The sufferings of the factory areas are severer still. This is not the first time starvation has visited the industrial population, but never has it been so rampant.

Russia, which before the war exported 400-500 million poods of grain annually, now, in time of war, is unable to feed her own workers. Factories are coming to a standstill and the workers are fleeing from their jobs because the industrial areas are without bread, without food.

Here are some reports from various localities.

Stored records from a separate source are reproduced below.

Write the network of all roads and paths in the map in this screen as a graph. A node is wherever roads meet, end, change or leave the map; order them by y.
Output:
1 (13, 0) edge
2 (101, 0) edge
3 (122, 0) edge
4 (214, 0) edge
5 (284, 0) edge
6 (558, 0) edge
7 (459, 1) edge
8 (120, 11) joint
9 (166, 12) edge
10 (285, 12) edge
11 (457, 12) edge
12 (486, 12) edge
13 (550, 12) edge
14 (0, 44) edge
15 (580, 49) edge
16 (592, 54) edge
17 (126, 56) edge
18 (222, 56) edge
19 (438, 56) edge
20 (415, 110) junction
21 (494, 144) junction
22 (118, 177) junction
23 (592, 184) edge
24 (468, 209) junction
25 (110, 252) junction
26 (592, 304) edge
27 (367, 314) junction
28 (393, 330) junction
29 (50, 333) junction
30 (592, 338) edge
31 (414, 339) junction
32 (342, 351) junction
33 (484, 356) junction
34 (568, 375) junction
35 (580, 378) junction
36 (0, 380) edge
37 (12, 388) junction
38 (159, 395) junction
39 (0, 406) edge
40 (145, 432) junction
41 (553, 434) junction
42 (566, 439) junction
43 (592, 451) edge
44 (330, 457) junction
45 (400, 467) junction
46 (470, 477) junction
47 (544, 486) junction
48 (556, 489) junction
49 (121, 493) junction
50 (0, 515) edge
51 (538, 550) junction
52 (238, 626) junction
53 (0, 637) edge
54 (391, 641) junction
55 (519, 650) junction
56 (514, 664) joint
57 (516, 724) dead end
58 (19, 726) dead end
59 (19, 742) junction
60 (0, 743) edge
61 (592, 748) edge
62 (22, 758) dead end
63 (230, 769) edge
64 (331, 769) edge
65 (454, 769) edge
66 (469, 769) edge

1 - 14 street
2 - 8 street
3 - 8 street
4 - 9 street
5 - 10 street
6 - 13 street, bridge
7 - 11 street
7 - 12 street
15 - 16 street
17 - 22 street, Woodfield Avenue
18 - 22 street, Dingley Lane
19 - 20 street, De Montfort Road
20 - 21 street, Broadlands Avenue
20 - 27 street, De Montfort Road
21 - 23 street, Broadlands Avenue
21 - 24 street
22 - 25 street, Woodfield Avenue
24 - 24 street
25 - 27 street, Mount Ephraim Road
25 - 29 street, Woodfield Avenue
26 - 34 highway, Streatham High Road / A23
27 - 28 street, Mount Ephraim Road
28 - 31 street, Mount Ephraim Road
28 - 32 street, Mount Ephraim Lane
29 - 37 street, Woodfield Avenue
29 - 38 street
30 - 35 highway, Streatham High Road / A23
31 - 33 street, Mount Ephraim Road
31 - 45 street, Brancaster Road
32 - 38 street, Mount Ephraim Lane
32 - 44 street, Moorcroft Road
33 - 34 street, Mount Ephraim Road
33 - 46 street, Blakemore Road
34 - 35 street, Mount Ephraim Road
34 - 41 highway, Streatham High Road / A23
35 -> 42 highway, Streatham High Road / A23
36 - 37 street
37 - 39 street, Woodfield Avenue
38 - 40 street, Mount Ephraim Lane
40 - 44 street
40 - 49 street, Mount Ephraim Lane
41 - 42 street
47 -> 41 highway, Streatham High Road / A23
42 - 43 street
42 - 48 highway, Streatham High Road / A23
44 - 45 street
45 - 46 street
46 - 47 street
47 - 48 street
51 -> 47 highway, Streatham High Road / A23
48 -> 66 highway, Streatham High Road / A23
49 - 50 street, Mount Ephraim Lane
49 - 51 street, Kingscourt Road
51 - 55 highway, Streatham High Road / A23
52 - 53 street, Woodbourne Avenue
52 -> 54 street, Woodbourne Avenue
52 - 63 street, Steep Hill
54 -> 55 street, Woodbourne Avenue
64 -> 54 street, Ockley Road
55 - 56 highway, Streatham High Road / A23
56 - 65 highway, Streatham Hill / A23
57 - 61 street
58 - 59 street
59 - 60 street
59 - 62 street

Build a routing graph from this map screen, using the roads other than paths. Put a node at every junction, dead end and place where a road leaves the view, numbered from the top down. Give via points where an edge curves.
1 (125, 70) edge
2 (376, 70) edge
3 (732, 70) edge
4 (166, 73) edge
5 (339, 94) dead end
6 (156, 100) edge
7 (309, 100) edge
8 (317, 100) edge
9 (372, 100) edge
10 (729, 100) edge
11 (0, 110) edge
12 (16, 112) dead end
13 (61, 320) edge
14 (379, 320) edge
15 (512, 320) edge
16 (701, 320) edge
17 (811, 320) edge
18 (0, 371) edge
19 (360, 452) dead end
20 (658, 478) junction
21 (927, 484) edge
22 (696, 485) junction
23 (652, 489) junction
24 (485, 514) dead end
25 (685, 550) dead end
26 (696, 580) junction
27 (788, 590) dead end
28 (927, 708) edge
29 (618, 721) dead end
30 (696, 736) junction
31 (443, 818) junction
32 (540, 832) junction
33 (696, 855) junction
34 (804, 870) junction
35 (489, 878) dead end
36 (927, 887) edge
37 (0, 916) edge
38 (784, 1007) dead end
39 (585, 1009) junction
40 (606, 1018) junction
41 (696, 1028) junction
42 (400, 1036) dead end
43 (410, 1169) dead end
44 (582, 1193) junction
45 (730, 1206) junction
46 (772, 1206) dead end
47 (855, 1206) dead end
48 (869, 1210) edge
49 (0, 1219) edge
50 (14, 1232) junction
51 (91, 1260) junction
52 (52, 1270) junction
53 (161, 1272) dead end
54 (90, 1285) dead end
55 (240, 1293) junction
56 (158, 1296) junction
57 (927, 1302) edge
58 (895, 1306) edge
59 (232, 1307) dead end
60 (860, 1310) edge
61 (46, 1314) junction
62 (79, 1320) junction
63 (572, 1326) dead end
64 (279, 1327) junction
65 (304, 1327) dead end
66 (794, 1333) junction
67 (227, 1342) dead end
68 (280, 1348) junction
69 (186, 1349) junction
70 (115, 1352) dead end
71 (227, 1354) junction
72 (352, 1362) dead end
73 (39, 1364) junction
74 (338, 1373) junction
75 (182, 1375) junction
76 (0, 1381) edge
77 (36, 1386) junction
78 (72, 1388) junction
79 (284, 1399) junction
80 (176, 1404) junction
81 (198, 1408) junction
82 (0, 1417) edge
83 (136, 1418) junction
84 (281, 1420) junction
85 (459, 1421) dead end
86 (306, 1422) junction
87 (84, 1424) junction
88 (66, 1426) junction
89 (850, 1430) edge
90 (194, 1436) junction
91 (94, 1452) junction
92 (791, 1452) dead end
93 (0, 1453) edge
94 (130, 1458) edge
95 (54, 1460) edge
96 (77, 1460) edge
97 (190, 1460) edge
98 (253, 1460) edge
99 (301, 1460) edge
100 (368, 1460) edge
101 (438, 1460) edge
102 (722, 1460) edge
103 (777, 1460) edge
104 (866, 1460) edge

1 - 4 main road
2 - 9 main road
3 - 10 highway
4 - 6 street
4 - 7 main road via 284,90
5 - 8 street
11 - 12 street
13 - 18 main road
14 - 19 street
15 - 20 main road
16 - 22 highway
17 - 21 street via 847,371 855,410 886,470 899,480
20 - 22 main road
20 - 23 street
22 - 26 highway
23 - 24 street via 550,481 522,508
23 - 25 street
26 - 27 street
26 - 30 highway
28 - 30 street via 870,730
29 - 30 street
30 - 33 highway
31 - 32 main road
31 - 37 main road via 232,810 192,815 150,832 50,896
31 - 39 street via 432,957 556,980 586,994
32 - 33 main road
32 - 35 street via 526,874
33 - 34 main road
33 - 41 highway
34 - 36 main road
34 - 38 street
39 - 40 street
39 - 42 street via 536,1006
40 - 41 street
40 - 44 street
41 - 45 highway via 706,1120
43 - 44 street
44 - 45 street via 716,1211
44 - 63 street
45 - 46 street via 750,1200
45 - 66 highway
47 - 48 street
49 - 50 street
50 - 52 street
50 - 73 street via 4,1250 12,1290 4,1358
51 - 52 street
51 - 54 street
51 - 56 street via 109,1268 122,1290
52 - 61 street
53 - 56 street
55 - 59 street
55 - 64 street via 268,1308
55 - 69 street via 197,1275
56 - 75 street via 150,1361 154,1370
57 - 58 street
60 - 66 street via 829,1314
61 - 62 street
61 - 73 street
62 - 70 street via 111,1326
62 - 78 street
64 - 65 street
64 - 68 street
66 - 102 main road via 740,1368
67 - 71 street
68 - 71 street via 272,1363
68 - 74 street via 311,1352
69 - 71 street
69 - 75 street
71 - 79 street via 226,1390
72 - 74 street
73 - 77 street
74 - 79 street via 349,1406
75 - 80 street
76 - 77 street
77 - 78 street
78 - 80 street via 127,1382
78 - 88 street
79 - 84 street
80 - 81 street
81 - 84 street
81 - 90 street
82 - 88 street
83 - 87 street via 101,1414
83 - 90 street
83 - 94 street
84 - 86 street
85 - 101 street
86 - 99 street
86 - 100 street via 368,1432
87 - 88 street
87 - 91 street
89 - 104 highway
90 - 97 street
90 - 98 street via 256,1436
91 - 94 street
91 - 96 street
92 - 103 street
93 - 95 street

"A dispatch from Shuya states that wood sawing has stopped throughout the uyezd owing to lack of food. The Koryukovka sugar refinery may have to close down because there is no food for the workers. The sugar beet is beginning to rot. The 12,000 inhabitants of the Yartsevo spinning and weaving mills settlement, Smolensk Gubernia, are in a dreadful plight. Flour and cereal stocks are completely exhausted. The gubernia food committee is powerless. Not receiving food, the workers are getting restless. Disorders are inevitable. The factory stewards' council of the Kuv-shinov paper mills, Tver Gubernia, wires: Workers on the verge of starvation; food denied everywhere; request immediate relief. The management of the Morokin factory, Vichuga, wires: Food situation menacing; workers starving and getting restless; urgent measures needed to ensure supplies. The factory committee of this company has sent the following telegram to the Ministry: Urgently implore supplies of flour for the workers, who are already starving."

Such are the facts.

The agricultural areas complain that they get extremely small supplies of manufactured goods from the factory areas. They therefore release grain for the factory areas in equally small quantities. But shortage of bread in the industrial areas is driving the workers from the factories and cutting down factory output, thus further reducing the quantity of goods sent to the countryside, and this, in its turn, leads to a further reduction of the amount of grain flowing to the factories, worse starvation, and further desertions of workers from the factories. We ask:

What is the way out of this vicious circle, of this iron vice which is gripping workers and peasants?

What has the so-called coalition government to offer besides the notorious "dictators" it is secretly sending to the starving industrial areas?

Do Messieurs the compromisers realize that the imperialist bourgeoisie, whom they are still supporting, have driven Russia into an impasse, from which there is no escape except by stopping the predatory war?